Required action —
Only an exact repetition is needed: the lines from the start of the listing below through the line that contains "Road topology of", pictures omitted.

____________________

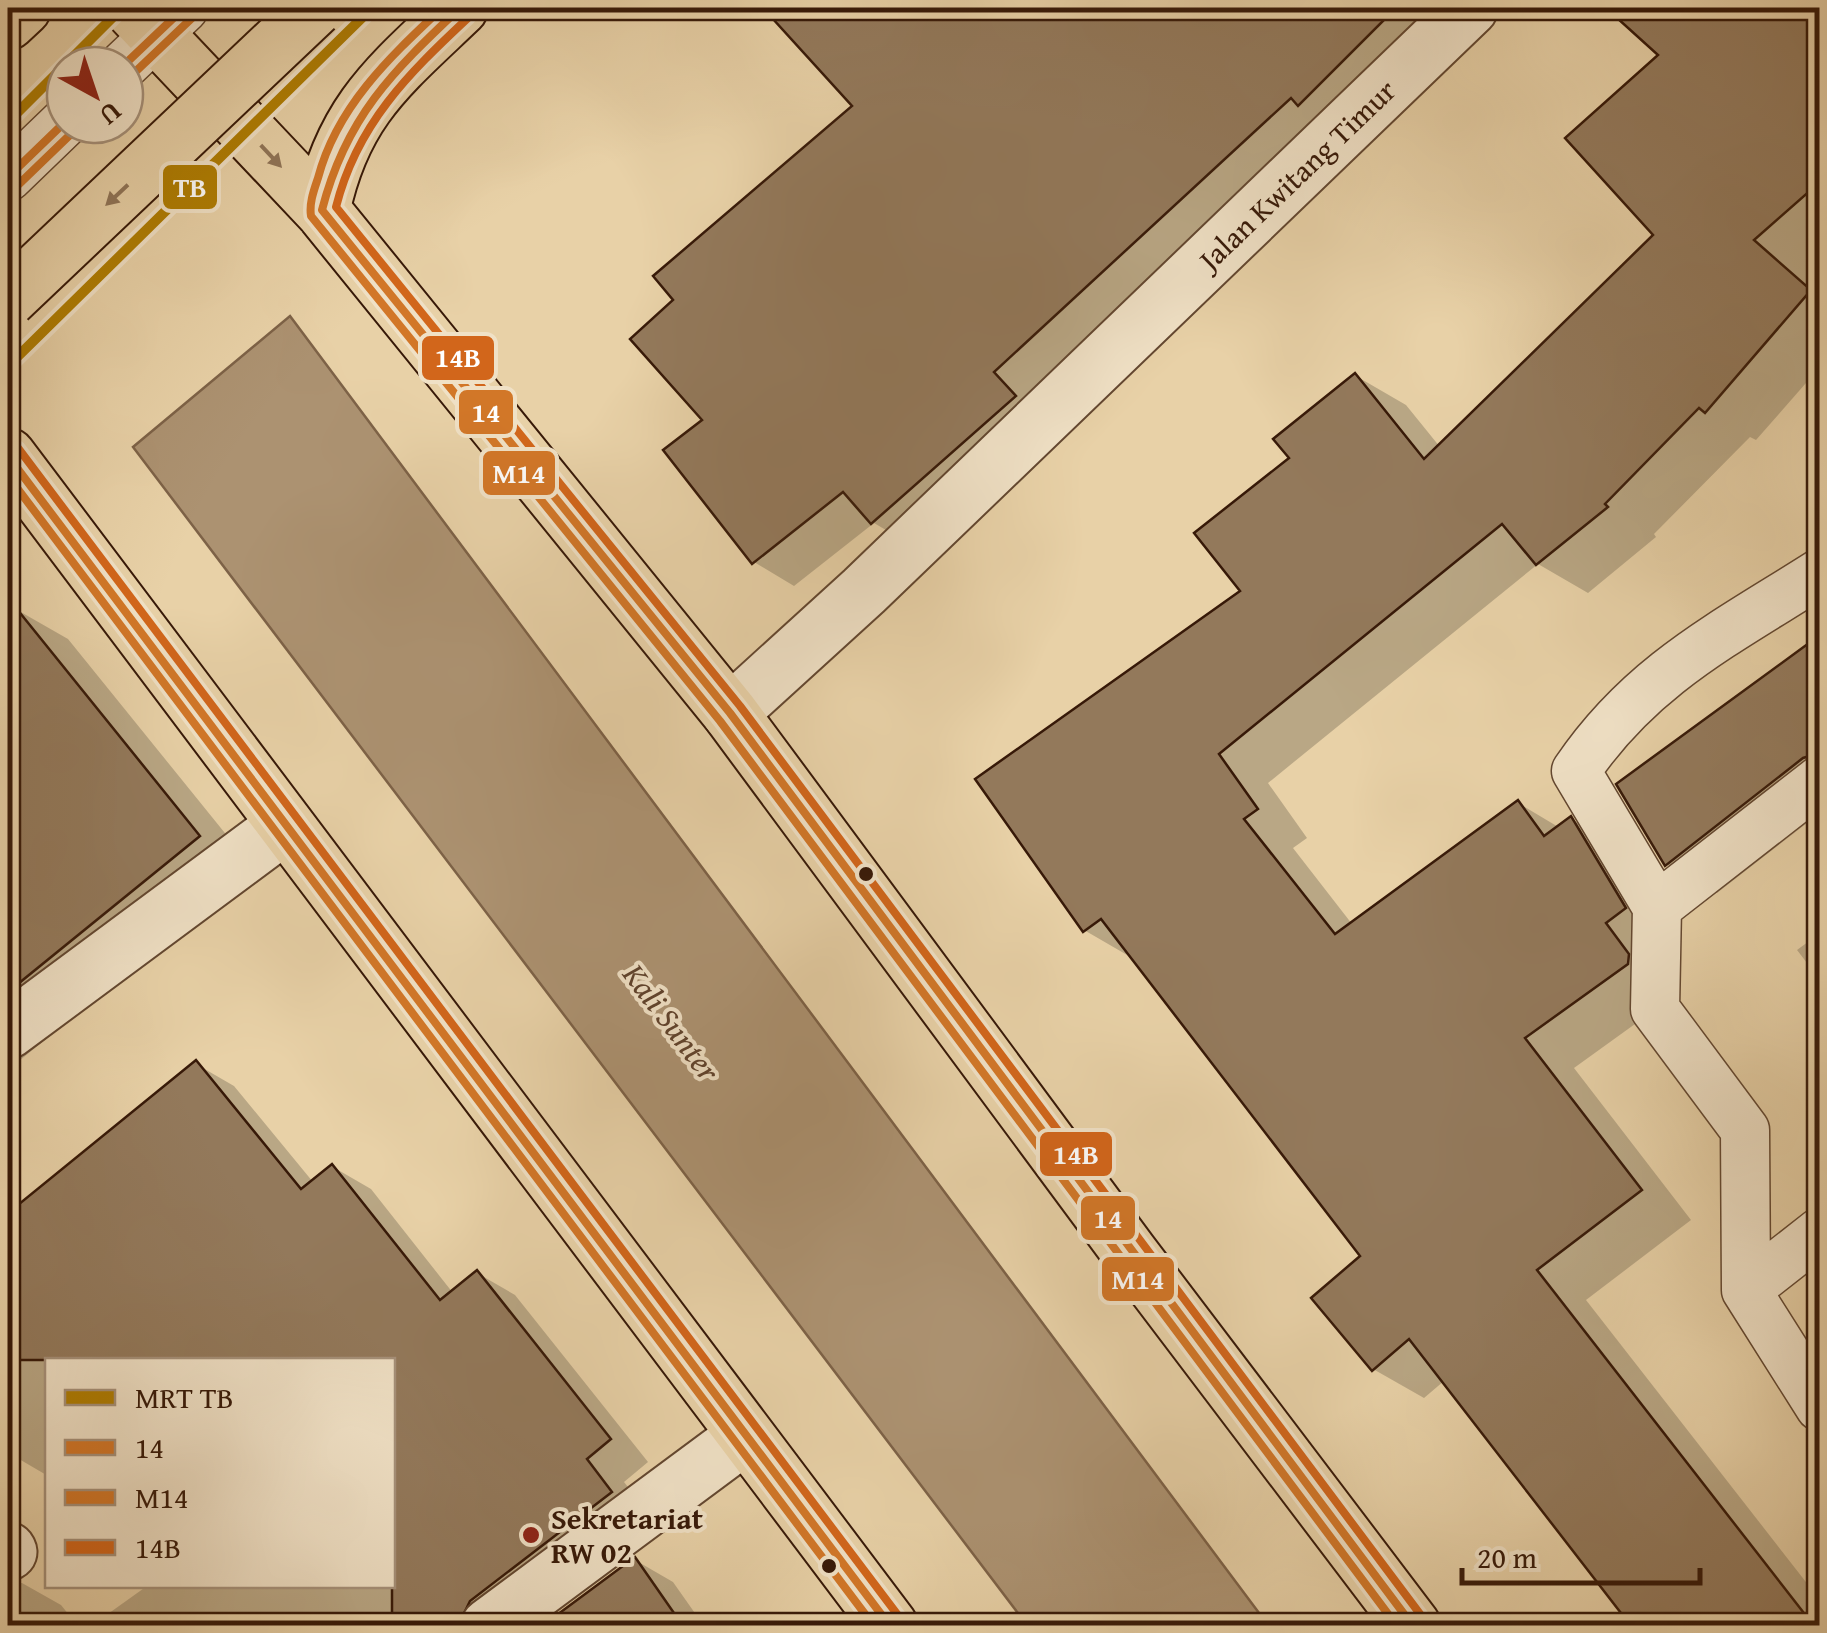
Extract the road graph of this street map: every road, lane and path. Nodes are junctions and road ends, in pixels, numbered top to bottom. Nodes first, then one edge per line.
1 (23, 8) edge
2 (315, 8) edge
3 (460, 8) edge
4 (1470, 8) edge
5 (8, 22) edge
6 (149, 29) edge
7 (45, 141) edge
8 (8, 177) edge
9 (322, 210) junction
10 (8, 299) edge
11 (14, 474) edge
12 (1820, 573) edge
13 (730, 713) junction
14 (1820, 780) edge
15 (284, 827) junction
16 (1658, 907) junction
17 (8, 1030) edge
18 (1820, 1232) edge
19 (1746, 1290) junction
20 (1820, 1408) edge
21 (744, 1436) junction
22 (489, 1626) edge
23 (890, 1626) edge
24 (1413, 1626) edge

1 - 5 main road
2 -> 10 main road, bridge
3 - 9 main road
4 - 13 street, Jalan Kwitang Timur
6 -> 9 main road
7 - 8 lane
9 - 13 main road
11 - 15 main road
12 - 16 lane
13 - 24 main road
14 - 16 lane
15 - 17 street
15 - 21 main road
16 - 19 lane
18 - 19 lane
19 - 20 lane
21 - 22 street
21 - 23 main road

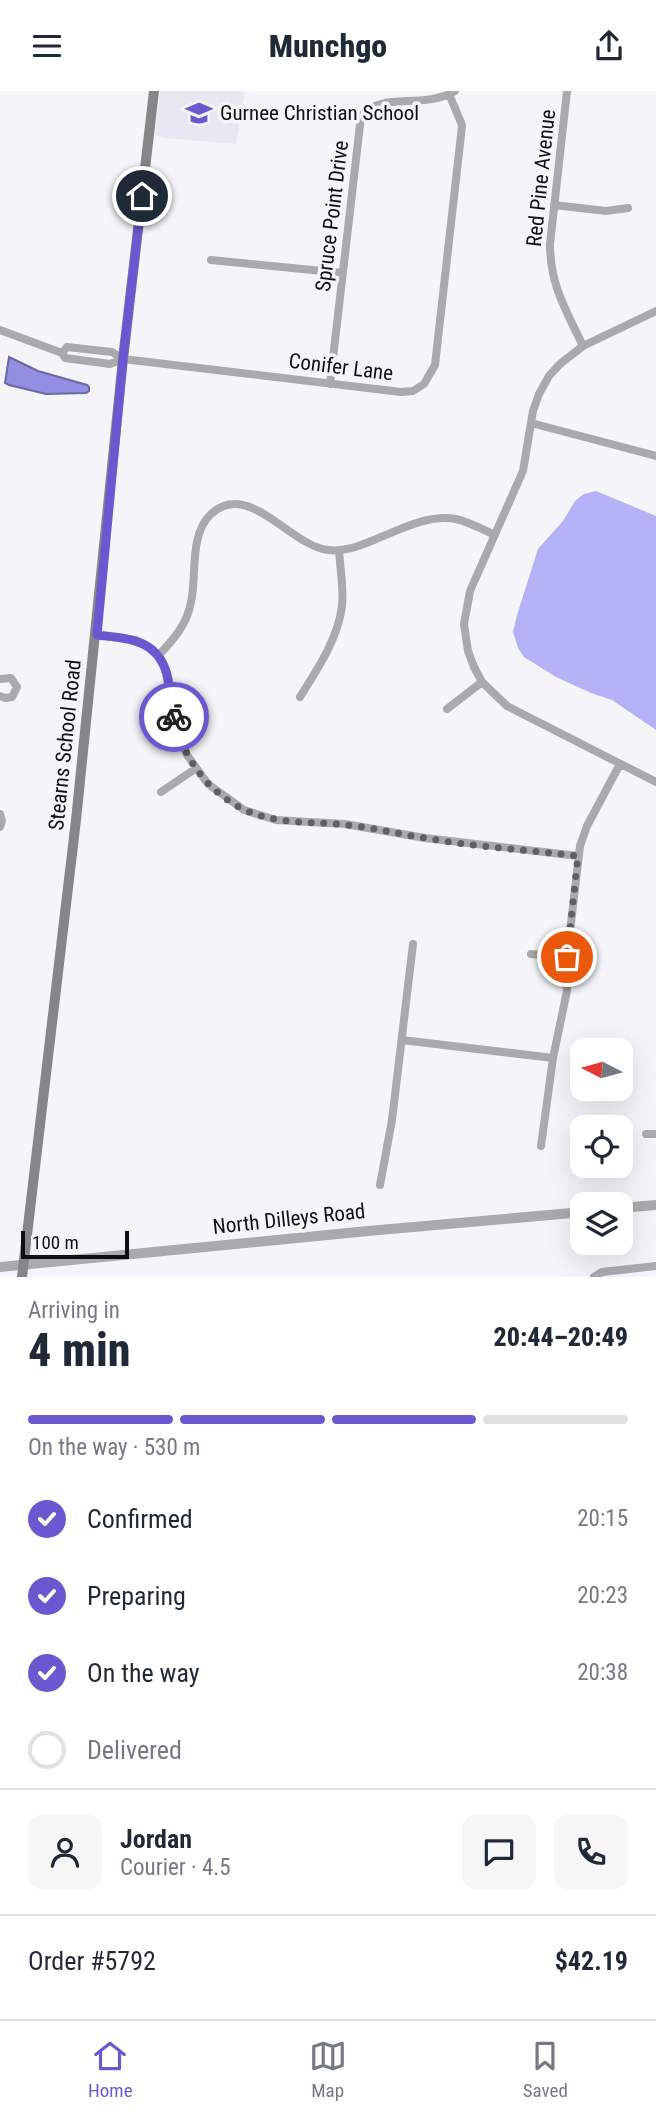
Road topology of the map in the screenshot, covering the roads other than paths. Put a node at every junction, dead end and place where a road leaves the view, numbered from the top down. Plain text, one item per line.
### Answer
1 (154, 91) edge
2 (567, 91) edge
3 (452, 93) edge
4 (554, 205) junction
5 (628, 208) dead end
6 (211, 260) dead end
7 (342, 273) junction
8 (656, 311) edge
9 (0, 330) edge
10 (583, 346) junction
11 (123, 359) junction
12 (330, 384) junction
13 (531, 423) junction
14 (656, 456) edge
15 (495, 535) junction
16 (339, 550) junction
17 (97, 635) junction
18 (158, 656) junction
19 (0, 679) edge
20 (482, 682) junction
21 (0, 696) edge
22 (300, 697) dead end
23 (447, 709) dead end
24 (620, 764) junction
25 (195, 769) junction
26 (656, 782) edge
27 (161, 792) dead end
28 (0, 814) edge
29 (0, 827) edge
30 (578, 856) junction
31 (413, 944) dead end
32 (531, 954) dead end
33 (567, 957) junction
34 (402, 1040) junction
35 (553, 1058) junction
36 (646, 1134) dead end
37 (656, 1134) edge
38 (541, 1146) dead end
39 (380, 1185) dead end
40 (656, 1205) edge
41 (633, 1207) edge
42 (570, 1213) edge
43 (25, 1265) junction
44 (656, 1266) edge
45 (0, 1267) edge
46 (22, 1277) edge
47 (594, 1277) edge

1 - 11 main road, Stearns School Road
2 - 4 street, Red Pine Avenue
3 - 7 street, Spruce Point Drive
3 - 12 street, Conifer Lane
4 - 5 street
4 - 10 street, Red Pine Avenue
6 - 7 street
7 - 12 street, Spruce Point Drive
8 - 10 street
9 - 11 street, Conifer Lane
10 - 13 street
11 - 12 street, Conifer Lane
11 - 17 main road, Stearns School Road
13 - 14 street
13 - 15 street
15 - 16 street
15 - 20 street
16 - 18 street
16 - 22 street
17 - 18 street
17 - 43 main road, Stearns School Road
18 - 25 street
19 - 21 street
20 - 23 street
20 - 24 street
24 - 26 street
24 - 30 street
25 - 27 street
25 - 30 street
28 - 29 street
30 - 33 street
31 - 34 street
32 - 33 street
33 - 35 street
34 - 35 street
34 - 39 street
35 - 38 street
36 - 37 street
40 - 41 street
42 - 43 street, North Dilleys Road
43 - 45 street, North Dilleys Road
43 - 46 main road, Stearns School Road
44 - 47 street

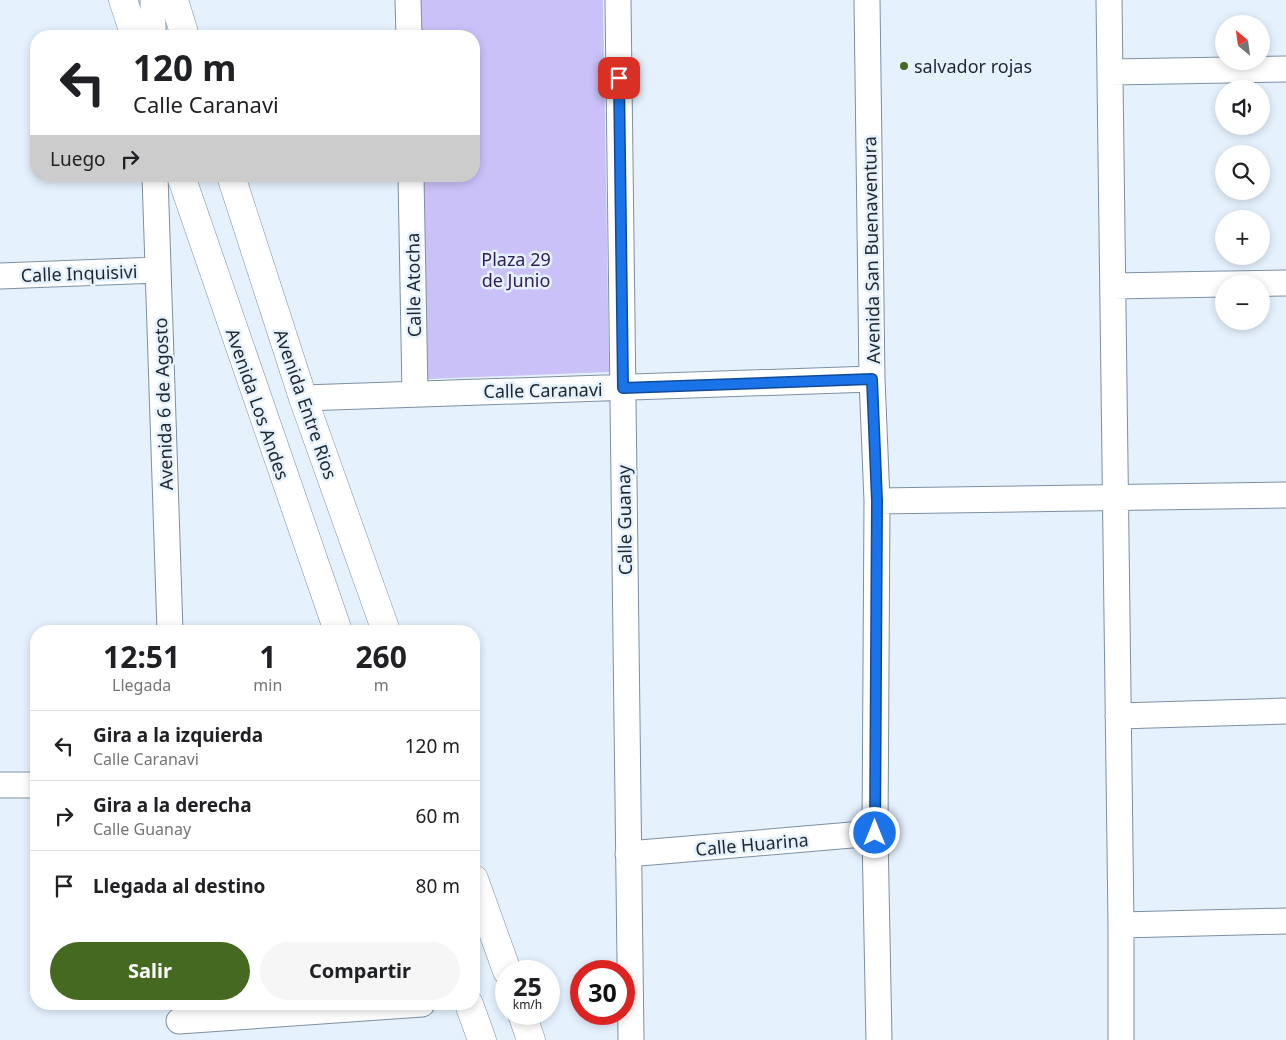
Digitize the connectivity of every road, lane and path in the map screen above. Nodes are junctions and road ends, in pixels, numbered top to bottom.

____________________

Answer to the exercise —
Extract the road graph of this street map: every road, lane and path. Nodes are junctions and road ends, in pixels, numbered top to bottom. Nodes first, then one edge per line.
1 (23, 8) edge
2 (315, 8) edge
3 (460, 8) edge
4 (1470, 8) edge
5 (8, 22) edge
6 (149, 29) edge
7 (45, 141) edge
8 (8, 177) edge
9 (322, 210) junction
10 (8, 299) edge
11 (14, 474) edge
12 (1820, 573) edge
13 (730, 713) junction
14 (1820, 780) edge
15 (284, 827) junction
16 (1658, 907) junction
17 (8, 1030) edge
18 (1820, 1232) edge
19 (1746, 1290) junction
20 (1820, 1408) edge
21 (744, 1436) junction
22 (489, 1626) edge
23 (890, 1626) edge
24 (1413, 1626) edge

1 - 5 main road
2 -> 10 main road, bridge
3 - 9 main road
4 - 13 street, Jalan Kwitang Timur
6 -> 9 main road
7 - 8 lane
9 - 13 main road
11 - 15 main road
12 - 16 lane
13 - 24 main road
14 - 16 lane
15 - 17 street
15 - 21 main road
16 - 19 lane
18 - 19 lane
19 - 20 lane
21 - 22 street
21 - 23 main road

Road topology of the map in the screenshot, covering the roads other than paths. Put a node at every junction, dead end and place where a road leaves the view, numbered from the top down. Plain text, one item per line.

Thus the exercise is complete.